Source data =>
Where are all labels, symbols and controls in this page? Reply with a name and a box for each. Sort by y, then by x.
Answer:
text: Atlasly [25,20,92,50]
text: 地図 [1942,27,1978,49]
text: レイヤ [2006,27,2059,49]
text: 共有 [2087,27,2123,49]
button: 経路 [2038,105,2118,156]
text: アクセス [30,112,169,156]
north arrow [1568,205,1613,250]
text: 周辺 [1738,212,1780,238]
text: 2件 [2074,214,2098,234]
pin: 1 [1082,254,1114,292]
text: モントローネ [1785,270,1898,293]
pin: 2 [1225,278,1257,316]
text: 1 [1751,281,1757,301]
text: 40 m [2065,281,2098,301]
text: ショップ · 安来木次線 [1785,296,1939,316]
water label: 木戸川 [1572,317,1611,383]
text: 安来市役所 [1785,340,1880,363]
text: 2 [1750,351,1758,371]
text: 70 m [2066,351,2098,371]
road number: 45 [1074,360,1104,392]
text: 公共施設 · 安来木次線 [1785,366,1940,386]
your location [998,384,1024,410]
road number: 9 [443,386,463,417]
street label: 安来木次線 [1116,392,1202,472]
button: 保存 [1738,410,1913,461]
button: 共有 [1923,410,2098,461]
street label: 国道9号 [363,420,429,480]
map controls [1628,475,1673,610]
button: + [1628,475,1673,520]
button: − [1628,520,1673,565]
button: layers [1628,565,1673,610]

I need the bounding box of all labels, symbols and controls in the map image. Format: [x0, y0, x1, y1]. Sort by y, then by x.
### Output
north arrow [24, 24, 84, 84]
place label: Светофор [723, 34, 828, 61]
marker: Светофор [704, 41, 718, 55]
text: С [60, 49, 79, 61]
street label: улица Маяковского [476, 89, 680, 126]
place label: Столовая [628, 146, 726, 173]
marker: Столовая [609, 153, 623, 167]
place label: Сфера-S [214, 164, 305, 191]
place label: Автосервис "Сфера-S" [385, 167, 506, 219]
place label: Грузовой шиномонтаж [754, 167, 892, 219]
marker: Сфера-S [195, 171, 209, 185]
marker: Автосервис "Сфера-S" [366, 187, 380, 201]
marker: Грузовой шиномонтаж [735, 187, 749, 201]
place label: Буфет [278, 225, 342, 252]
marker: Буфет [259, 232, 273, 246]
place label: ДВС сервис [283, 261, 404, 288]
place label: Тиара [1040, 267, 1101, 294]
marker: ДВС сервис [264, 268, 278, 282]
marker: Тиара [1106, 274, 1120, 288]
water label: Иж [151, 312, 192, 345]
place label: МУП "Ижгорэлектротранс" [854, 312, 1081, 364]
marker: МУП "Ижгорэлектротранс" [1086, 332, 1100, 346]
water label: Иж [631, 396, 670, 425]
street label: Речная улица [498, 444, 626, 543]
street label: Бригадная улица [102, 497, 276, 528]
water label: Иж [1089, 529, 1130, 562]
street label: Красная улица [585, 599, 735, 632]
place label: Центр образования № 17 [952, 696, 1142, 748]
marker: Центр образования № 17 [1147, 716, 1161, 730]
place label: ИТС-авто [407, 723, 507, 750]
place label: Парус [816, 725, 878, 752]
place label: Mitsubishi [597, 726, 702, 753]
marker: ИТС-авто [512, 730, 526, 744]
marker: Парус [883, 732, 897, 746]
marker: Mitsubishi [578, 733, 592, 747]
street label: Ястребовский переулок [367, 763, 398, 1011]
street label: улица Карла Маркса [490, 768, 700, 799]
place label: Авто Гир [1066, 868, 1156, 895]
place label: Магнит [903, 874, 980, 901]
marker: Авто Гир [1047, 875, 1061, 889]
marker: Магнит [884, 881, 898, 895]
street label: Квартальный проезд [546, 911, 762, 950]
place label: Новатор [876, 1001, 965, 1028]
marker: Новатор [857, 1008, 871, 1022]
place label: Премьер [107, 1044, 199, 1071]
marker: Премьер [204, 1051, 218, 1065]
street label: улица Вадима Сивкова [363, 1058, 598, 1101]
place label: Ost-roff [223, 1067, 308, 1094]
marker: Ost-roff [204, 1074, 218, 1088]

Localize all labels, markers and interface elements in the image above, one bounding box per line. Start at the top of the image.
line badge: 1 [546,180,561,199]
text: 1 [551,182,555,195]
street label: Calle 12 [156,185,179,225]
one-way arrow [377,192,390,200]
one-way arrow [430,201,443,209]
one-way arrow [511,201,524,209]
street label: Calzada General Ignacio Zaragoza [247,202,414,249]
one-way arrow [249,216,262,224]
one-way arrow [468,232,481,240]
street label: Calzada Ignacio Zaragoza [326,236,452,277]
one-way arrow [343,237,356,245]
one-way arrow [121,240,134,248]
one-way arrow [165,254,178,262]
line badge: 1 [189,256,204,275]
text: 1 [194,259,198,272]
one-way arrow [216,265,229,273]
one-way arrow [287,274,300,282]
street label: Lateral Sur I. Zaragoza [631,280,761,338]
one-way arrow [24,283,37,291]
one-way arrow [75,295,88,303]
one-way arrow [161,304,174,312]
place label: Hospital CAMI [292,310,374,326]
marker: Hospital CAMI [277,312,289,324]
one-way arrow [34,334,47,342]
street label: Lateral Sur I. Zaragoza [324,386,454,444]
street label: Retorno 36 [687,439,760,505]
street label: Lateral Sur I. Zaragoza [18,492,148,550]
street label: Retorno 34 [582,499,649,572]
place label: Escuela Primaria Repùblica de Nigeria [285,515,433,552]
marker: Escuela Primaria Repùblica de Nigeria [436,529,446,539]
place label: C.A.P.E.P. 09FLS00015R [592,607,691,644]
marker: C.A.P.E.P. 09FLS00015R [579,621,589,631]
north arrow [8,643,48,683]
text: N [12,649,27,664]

Your assignment => Nothing may be left out. Retype all the entries exactly.

Answer section =>
Where are all labels, symbols and controls in this page? Reply with a name and a box for each. Sort by y, then by x.
Answer:
text: Atlasly [25,20,92,50]
text: 地図 [1942,27,1978,49]
text: レイヤ [2006,27,2059,49]
text: 共有 [2087,27,2123,49]
button: 経路 [2038,105,2118,156]
text: アクセス [30,112,169,156]
north arrow [1568,205,1613,250]
text: 周辺 [1738,212,1780,238]
text: 2件 [2074,214,2098,234]
pin: 1 [1082,254,1114,292]
text: モントローネ [1785,270,1898,293]
pin: 2 [1225,278,1257,316]
text: 1 [1751,281,1757,301]
text: 40 m [2065,281,2098,301]
text: ショップ · 安来木次線 [1785,296,1939,316]
water label: 木戸川 [1572,317,1611,383]
text: 安来市役所 [1785,340,1880,363]
text: 2 [1750,351,1758,371]
text: 70 m [2066,351,2098,371]
road number: 45 [1074,360,1104,392]
text: 公共施設 · 安来木次線 [1785,366,1940,386]
your location [998,384,1024,410]
road number: 9 [443,386,463,417]
street label: 安来木次線 [1116,392,1202,472]
button: 保存 [1738,410,1913,461]
button: 共有 [1923,410,2098,461]
street label: 国道9号 [363,420,429,480]
map controls [1628,475,1673,610]
button: + [1628,475,1673,520]
button: − [1628,520,1673,565]
button: layers [1628,565,1673,610]

I need the bounding box of all labels, symbols and controls in the map image. Format: [x0, y0, x1, y1]. Sort by y, then by x.
### Output
north arrow [24, 24, 84, 84]
place label: Светофор [723, 34, 828, 61]
marker: Светофор [704, 41, 718, 55]
text: С [60, 49, 79, 61]
street label: улица Маяковского [476, 89, 680, 126]
place label: Столовая [628, 146, 726, 173]
marker: Столовая [609, 153, 623, 167]
place label: Сфера-S [214, 164, 305, 191]
place label: Автосервис "Сфера-S" [385, 167, 506, 219]
place label: Грузовой шиномонтаж [754, 167, 892, 219]
marker: Сфера-S [195, 171, 209, 185]
marker: Автосервис "Сфера-S" [366, 187, 380, 201]
marker: Грузовой шиномонтаж [735, 187, 749, 201]
place label: Буфет [278, 225, 342, 252]
marker: Буфет [259, 232, 273, 246]
place label: ДВС сервис [283, 261, 404, 288]
place label: Тиара [1040, 267, 1101, 294]
marker: ДВС сервис [264, 268, 278, 282]
marker: Тиара [1106, 274, 1120, 288]
water label: Иж [151, 312, 192, 345]
place label: МУП "Ижгорэлектротранс" [854, 312, 1081, 364]
marker: МУП "Ижгорэлектротранс" [1086, 332, 1100, 346]
water label: Иж [631, 396, 670, 425]
street label: Речная улица [498, 444, 626, 543]
street label: Бригадная улица [102, 497, 276, 528]
water label: Иж [1089, 529, 1130, 562]
street label: Красная улица [585, 599, 735, 632]
place label: Центр образования № 17 [952, 696, 1142, 748]
marker: Центр образования № 17 [1147, 716, 1161, 730]
place label: ИТС-авто [407, 723, 507, 750]
place label: Парус [816, 725, 878, 752]
place label: Mitsubishi [597, 726, 702, 753]
marker: ИТС-авто [512, 730, 526, 744]
marker: Парус [883, 732, 897, 746]
marker: Mitsubishi [578, 733, 592, 747]
street label: Ястребовский переулок [367, 763, 398, 1011]
street label: улица Карла Маркса [490, 768, 700, 799]
place label: Авто Гир [1066, 868, 1156, 895]
place label: Магнит [903, 874, 980, 901]
marker: Авто Гир [1047, 875, 1061, 889]
marker: Магнит [884, 881, 898, 895]
street label: Квартальный проезд [546, 911, 762, 950]
place label: Новатор [876, 1001, 965, 1028]
marker: Новатор [857, 1008, 871, 1022]
place label: Премьер [107, 1044, 199, 1071]
marker: Премьер [204, 1051, 218, 1065]
street label: улица Вадима Сивкова [363, 1058, 598, 1101]
place label: Ost-roff [223, 1067, 308, 1094]
marker: Ost-roff [204, 1074, 218, 1088]

Localize all labels, markers and interface elements in the image above, one bounding box per line. Start at the top of the image.
line badge: 1 [546,180,561,199]
text: 1 [551,182,555,195]
street label: Calle 12 [156,185,179,225]
one-way arrow [377,192,390,200]
one-way arrow [430,201,443,209]
one-way arrow [511,201,524,209]
street label: Calzada General Ignacio Zaragoza [247,202,414,249]
one-way arrow [249,216,262,224]
one-way arrow [468,232,481,240]
street label: Calzada Ignacio Zaragoza [326,236,452,277]
one-way arrow [343,237,356,245]
one-way arrow [121,240,134,248]
one-way arrow [165,254,178,262]
line badge: 1 [189,256,204,275]
text: 1 [194,259,198,272]
one-way arrow [216,265,229,273]
one-way arrow [287,274,300,282]
street label: Lateral Sur I. Zaragoza [631,280,761,338]
one-way arrow [24,283,37,291]
one-way arrow [75,295,88,303]
one-way arrow [161,304,174,312]
place label: Hospital CAMI [292,310,374,326]
marker: Hospital CAMI [277,312,289,324]
one-way arrow [34,334,47,342]
street label: Lateral Sur I. Zaragoza [324,386,454,444]
street label: Retorno 36 [687,439,760,505]
street label: Lateral Sur I. Zaragoza [18,492,148,550]
street label: Retorno 34 [582,499,649,572]
place label: Escuela Primaria Repùblica de Nigeria [285,515,433,552]
marker: Escuela Primaria Repùblica de Nigeria [436,529,446,539]
place label: C.A.P.E.P. 09FLS00015R [592,607,691,644]
marker: C.A.P.E.P. 09FLS00015R [579,621,589,631]
north arrow [8,643,48,683]
text: N [12,649,27,664]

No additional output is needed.